The distance from the mandibular canal to the dental apices assessed by lateral view (sagittal sections) revealed values of each dental root of the posterior region based on its trajectory, which begins in the mandibular foramen located in the ramus, followed by a descending and anterior trajectory to the region of premolars. From that point, the MC shows an ascending and anterior pathway until the region of mental foramen. The pathway of the MC was reflected in the present study in closer distances from MC to dental apices from second molars, concurring with some studies (Koivisto et al., 2011; Bürklein et al., 2015), and observing increasing values until the ascending pathway at the second premolars region, at the emergence of mental foramen.
The literature (Littner et al.; Koivisto et al. 2011; Bürklein et al.), shows similar characteristics to those observed in the present study regarding distance from MC to posterior tooth apices. In general, an increase in this distance exists in the evaluation of distal apices from the second molar to the mesial root of the first molar, with subsequent reduction of this distance in relation to the second premolars. It is important to point out that in most cases at the left side, the emergence of MC in the mental foramen was located between the first molar and second premolar.

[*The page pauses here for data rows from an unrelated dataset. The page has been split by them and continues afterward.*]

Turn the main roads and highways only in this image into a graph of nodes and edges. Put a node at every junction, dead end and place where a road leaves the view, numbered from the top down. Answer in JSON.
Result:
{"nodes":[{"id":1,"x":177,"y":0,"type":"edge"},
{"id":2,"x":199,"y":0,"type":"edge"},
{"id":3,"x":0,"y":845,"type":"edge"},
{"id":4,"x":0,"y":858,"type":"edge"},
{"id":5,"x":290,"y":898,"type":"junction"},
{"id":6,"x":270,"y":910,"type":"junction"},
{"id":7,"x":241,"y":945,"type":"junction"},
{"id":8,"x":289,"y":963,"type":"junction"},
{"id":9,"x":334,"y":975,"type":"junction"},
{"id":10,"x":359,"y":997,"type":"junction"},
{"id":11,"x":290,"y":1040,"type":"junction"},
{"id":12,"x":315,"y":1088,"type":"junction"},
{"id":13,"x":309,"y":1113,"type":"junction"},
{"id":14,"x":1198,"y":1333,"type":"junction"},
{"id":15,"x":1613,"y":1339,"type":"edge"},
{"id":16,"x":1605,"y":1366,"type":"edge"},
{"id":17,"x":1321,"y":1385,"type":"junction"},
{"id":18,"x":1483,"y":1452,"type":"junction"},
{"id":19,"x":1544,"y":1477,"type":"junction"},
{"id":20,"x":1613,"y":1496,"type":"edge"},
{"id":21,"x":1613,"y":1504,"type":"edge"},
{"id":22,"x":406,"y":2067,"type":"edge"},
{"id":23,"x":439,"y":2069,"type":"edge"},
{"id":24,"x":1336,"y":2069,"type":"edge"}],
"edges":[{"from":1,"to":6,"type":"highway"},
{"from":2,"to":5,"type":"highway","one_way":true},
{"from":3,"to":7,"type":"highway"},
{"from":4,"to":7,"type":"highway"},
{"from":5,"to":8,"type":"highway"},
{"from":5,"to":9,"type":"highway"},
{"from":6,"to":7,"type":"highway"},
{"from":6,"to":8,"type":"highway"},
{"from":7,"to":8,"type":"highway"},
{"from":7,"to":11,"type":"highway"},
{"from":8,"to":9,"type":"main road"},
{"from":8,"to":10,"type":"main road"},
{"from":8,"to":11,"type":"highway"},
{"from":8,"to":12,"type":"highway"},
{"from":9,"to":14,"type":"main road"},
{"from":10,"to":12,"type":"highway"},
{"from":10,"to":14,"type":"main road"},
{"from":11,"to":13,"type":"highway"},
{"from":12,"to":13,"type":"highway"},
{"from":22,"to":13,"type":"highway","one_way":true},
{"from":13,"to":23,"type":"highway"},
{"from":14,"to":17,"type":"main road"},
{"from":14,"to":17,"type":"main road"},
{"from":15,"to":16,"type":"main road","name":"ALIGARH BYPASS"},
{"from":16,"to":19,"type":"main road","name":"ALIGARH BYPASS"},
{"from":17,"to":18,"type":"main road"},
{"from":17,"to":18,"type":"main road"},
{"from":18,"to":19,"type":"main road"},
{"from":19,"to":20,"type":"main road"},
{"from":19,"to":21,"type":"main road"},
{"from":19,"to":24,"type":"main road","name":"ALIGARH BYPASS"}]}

Related to the distance between the MC from second molar roots, the findings of this study were a little higher than the reports of Bürklein et al. (2.8 mm), but considerably different when compared with the study of Sato et al. (2005) performed in panoramic radiographs (0.7 mm). The distance from the first molar roots was similar to that reported in some studies (Bornstein et al., 2011; Bürklein et al.); however, it was significantly different from the findings of Koivisto et al. (2011) (2.3mm) and Sato et al. (1 mm). Also, the distance from second premolar to MC reported by Koivisto et al. (2016) (2.6mm) was lower than that of the values identified in this study (4.1-3.9 mm).
The differences observed with previous researches may be explained by the population studied and the technique of analysis used for the location of MC, observing studies that were performed directly in anatomical pieces (Killic et al.; Kamburoglu et al.), in panoramic radiographs (Littner et al.; Sato et al.; Jasa et al.) and CBCT scans (Kamburog˘lu et al.; Uppal et al.; Koivisto et al., 2016). In this sense, the CBCT is the ‘gold standard’ method in which three dimensional images are obtained with high precision of measurements, which allow to analyze clinically structures close to the MC, with a high resolution, low dose radiation and minimal distortion when compared to panoramic radiographs (Jasa et al.; Hsu et al.; Koivisto et al. 2016; He et al., 2016).
In conclusion, it is critical to clinician to know threedimensionally the topographic relationships between the inferior teeth roots and the mandibular canal before proceeding to any invasive dental or surgical procedure at this region.